Milton also recounts how Rogers destroyed the Immaculate Heart of Mary order of nuns in Los Angeles. In 1967, the order had 560 teaching sisters, several elementary schools, and its own college and high school. Soon after the introduction of the encounter-group mentality -- getting in touch with feelings, under Rogers's guidance -- the order fell apart. Most of the sisters left the community; some got married; others moved into lesbian relationships. The whole gruesome process has been described in detail by others, but Milton gives a good summary. Rogers appears to have felt no remorse over the results of his ministrations; he was opposed to Christianity in any case.

Rogers also seems to have done a pretty thorough job on St. Anthony's Franciscan Seminary in Santa Barbara. He introduced encounter groups and the lessening of discipline there as well. In 1993, the seminary was identified by the London Guardian as the center of the "most widespread and scandalous" pedophilia ring in the history of the American Catholic Church.

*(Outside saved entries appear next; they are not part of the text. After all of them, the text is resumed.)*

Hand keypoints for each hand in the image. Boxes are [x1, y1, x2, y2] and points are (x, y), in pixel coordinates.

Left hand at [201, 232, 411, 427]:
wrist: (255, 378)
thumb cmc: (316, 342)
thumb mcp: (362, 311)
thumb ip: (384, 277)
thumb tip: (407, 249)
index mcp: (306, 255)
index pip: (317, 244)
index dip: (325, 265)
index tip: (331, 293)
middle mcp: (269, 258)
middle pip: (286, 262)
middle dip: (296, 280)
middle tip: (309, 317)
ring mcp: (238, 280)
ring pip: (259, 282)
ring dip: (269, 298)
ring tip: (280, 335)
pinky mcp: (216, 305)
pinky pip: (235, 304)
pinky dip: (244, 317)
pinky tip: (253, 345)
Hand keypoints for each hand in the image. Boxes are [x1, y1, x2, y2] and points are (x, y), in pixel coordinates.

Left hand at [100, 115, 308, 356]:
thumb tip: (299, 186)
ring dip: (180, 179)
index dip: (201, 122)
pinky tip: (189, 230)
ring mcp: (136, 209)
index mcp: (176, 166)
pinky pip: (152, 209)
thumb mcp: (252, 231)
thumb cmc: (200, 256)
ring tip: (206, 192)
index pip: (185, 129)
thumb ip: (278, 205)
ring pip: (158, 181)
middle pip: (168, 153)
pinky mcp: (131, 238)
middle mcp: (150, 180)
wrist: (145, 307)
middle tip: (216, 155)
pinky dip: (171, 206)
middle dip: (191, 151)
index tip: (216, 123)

The person whose life is most thoroughly treated by Milton is Leary -- and it must be said that his life is quite an amazing spectacle. A lapsed Catholic, Leary loathed Christianity with what Milton describes as a "laser-like concentration." He declared that Mother Teresa and Pope John Paul II were two of the most evil people alive, but admired Jack Kevorkian and his "work." Even Maslow saw Leary as a psychopathic personality type. Milton calls him "a consummate con man." He was an alcoholic and an almost-out-of-control womanizer; his first wife committed suicide, saying in her note, "I can't live without your love." He routinely had sex with his patients. He took psilocybin and LSD hundreds of times, pushed them on students, and hoped to turn the whole country into a turned-on nation. Milton states: "The goal was to have 4 million Americans turned on to LSD by 1969, a number that Leary figured would be the critical figure for blowing the mind of the American society."

The tale Milton tells is fascinating, but she does not put her argument as clearly as she might have. The reader needs to understand that the stories of these amoral and disordered lives are not just anecdotes: They are, rather, directly relevant to the theories of these psychologists. When a theorist proposes an answer to the question of how we can live well, the theorist's life offers valuable evidence. In the case of these characters in Joyce Milton's fine book, the conclusion is as sad as it is obvious: Psychologist, heal thyself.